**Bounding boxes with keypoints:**
******
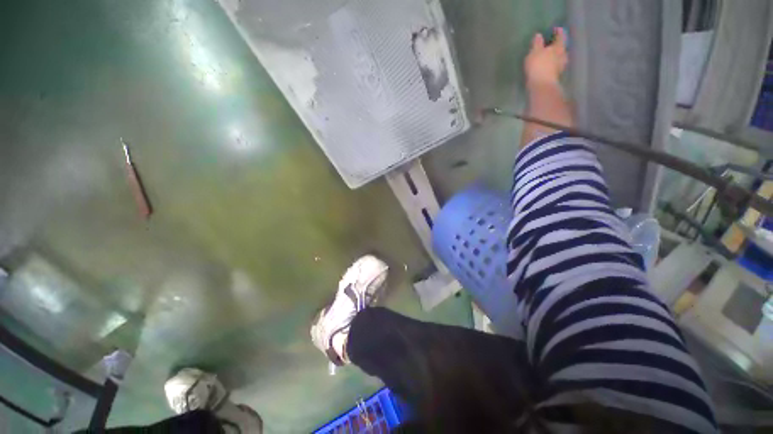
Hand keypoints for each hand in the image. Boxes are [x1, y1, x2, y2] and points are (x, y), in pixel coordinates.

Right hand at [524, 28, 567, 87]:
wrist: (541, 84)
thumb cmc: (538, 65)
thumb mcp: (534, 52)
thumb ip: (537, 43)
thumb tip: (539, 35)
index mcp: (558, 47)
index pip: (560, 36)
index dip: (558, 31)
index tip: (556, 28)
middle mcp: (562, 54)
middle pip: (562, 47)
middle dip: (558, 45)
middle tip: (554, 44)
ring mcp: (560, 66)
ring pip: (560, 57)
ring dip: (557, 56)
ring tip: (551, 56)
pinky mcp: (556, 75)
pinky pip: (556, 66)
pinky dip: (553, 64)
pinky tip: (549, 66)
******
**Task:** Lines from the one containing "ring pip: (560, 57)" to the end of the data are to be printed exactly, including the first and last.

**Response below:**
ring pip: (560, 57)
ring dip: (557, 56)
ring tip: (551, 56)
pinky mcp: (556, 75)
pinky pip: (556, 66)
pinky dip: (553, 64)
pinky tip: (549, 66)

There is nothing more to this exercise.